Le rôle de l’Etat n’est pas de faire évacuer la population devant un ennemi potentiel, il est de prendre des mesures pour que cet ennemi n’envahisse pas le territoire. En clair, il n’est pas de rendre aux flots toutes les zones qu’il peut éventuellement convoiter mais bien de construire des digues, des zones d’expansion, des lacs-réservoirs pour faire face au déchaînement des éléments. En Hollande, 25% du pays est en dessous du niveau de la mer et 60% de la population (soit 10 millions de Hollandais) vivent à l’abri des digues.
Personne ne conteste qu’il y a eu, sur le littoral de la Vendée et de la Charente-Maritime, bien des imprudences, de l’inconscience et sans doute quelques malversations. Le maire-adjoint de La Faute-sur-Mer chargé de l’urbanisme signait des permis de construire à son propre fils, promoteur immobilier…

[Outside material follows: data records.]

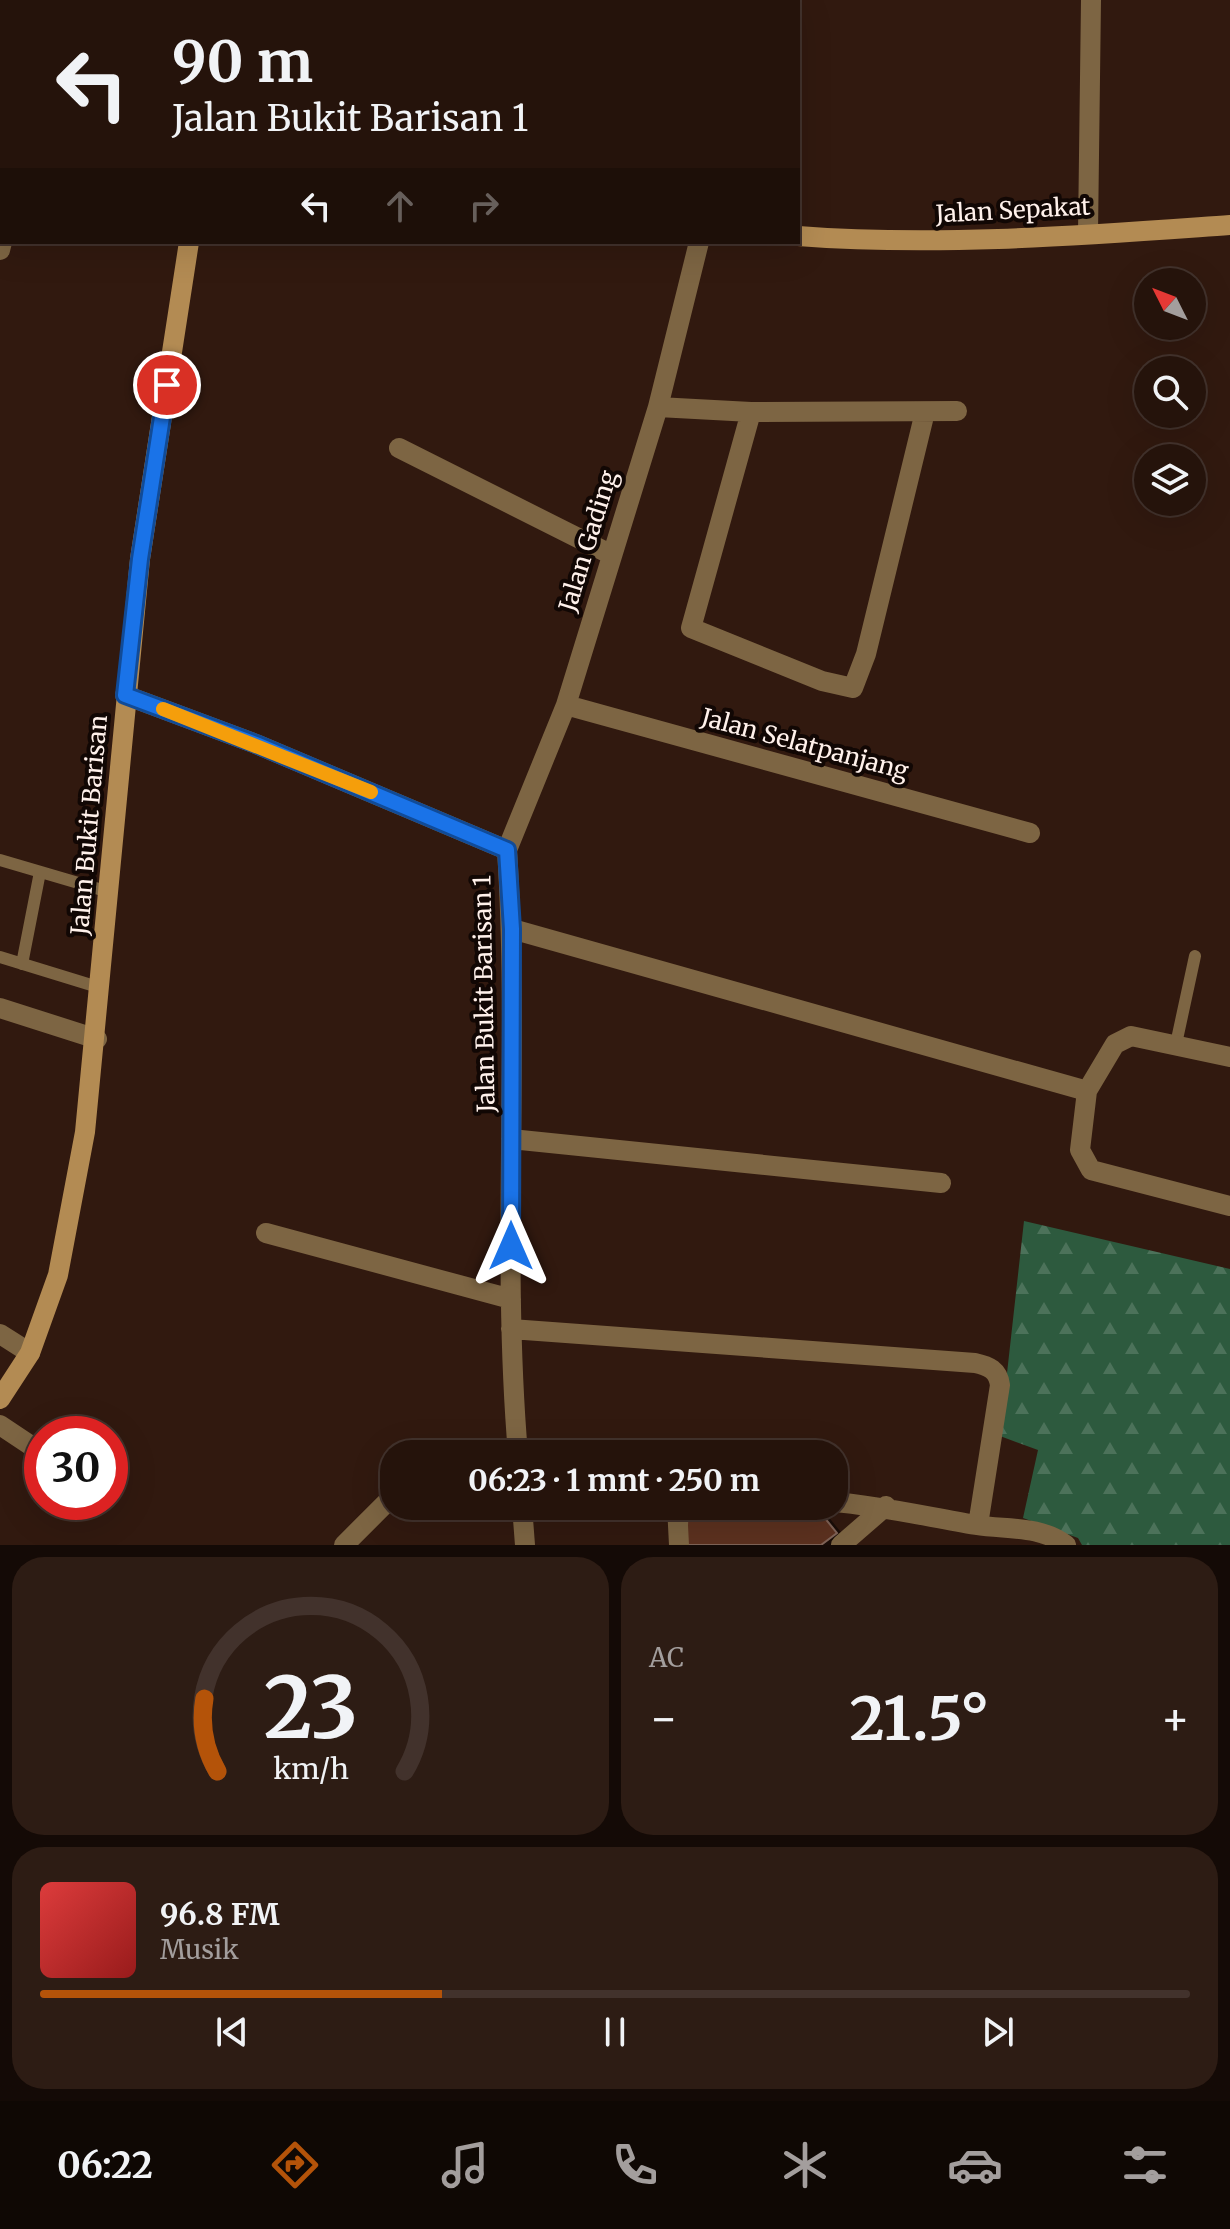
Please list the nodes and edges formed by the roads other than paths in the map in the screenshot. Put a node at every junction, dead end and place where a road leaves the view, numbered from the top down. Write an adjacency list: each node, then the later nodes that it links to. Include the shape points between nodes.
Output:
1 (1091, 0): 3 (street)
2 (1230, 225): 3 (main road, Jalan Sepakat)
3 (1088, 233): 4 (main road, Jalan Sepakat, via 955,240)
4 (800, 236)
5 (189, 244): 13 (main road, Jalan Bukit Barisan, via 140,559)
6 (699, 244): 7 (street, Jalan Gading)
7 (658, 407): 9 (street); 12 (street, Jalan Gading)
8 (957, 411): 10 (street)
9 (751, 412): 10 (street); 10 (street, via 691,628 822,681 853,688)
10 (925, 412)
11 (399, 448): 12 (street)
12 (610, 554): 14 (street, Jalan Gading)
13 (125, 695): 16 (street, Jalan Bukit Barisan 1); 19 (main road, Jalan Bukit Barisan)
14 (566, 705): 15 (street, Jalan Selatpanjang); 16 (street, Jalan Gading)
15 (1030, 833)
16 (507, 850): 20 (street, Jalan Bukit Barisan 1)
17 (0, 860): 18 (lane)
18 (40, 872): 19 (lane); 23 (lane)
19 (109, 892): 24 (main road, Jalan Bukit Barisan)
20 (512, 929): 29 (street); 30 (street, Jalan Bukit Barisan 1)
21 (1195, 956): 27 (lane)
22 (0, 957): 23 (lane)
23 (22, 964): 24 (lane)
24 (101, 988): 26 (main road, Jalan Bukit Barisan)
25 (0, 1008): 26 (street)
26 (97, 1039): 37 (main road, Jalan Bukit Barisan, via 58,1275)
27 (1176, 1044): 28 (street); 29 (street, via 1131,1036 1119,1040)
28 (1230, 1057)
29 (1087, 1091): 32 (street, via 1080,1150 1091,1170)
30 (511, 1139): 31 (street); 34 (street, Jalan Bukit Barisan 1)
31 (941, 1183)
32 (1230, 1206)
33 (266, 1233): 34 (street)
34 (511, 1299): 35 (street, Jalan Bukit Barisan 1)
35 (511, 1329): 40 (street, Jalan Bukit Barisan 1); 47 (street, via 990,1367 1000,1385)
36 (0, 1334): 37 (street)
37 (30, 1353): 38 (main road, Jalan Bukit Barisan)
38 (0, 1399)
39 (0, 1425): 41 (street)
40 (517, 1440)
41 (24, 1441)
42 (848, 1503): 43 (street)
43 (886, 1506): 47 (street); 51 (street)
44 (380, 1511): 48 (street)
45 (523, 1520): 49 (street)
46 (678, 1520): 50 (street)
47 (978, 1525): 52 (street, via 1041,1532)
48 (355, 1540)
49 (525, 1545)
50 (679, 1545)
51 (841, 1545)
52 (1066, 1545)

Mais il faut aussi remarquer que si les textes édictés à Paris ne sont pas toujours appliqués sur place, ils sont souvent absurdes. Dans les zones frappées par la tempête Xynthia, la plupart des propriétaires avaient obtenu l’autorisation de construire mais on leur avait refusé l’autorisation d’élever un étage, au nom du paysage et du respect des traditions architecturales de la région. La plupart des victimes ont été noyées dans leur rez-de-chaussée parce qu’elles n’avaient pas pu se réfugier dans un premier étage.

Cela dit, le grand responsable du drame (qui a fait plus de cinquante morts) reste l’Etat qui n’a pas entretenu les digues. Au lieu de faire évacuer la population, Sarkozy aurait dû annoncer que de nouvelles digues allaient été construites.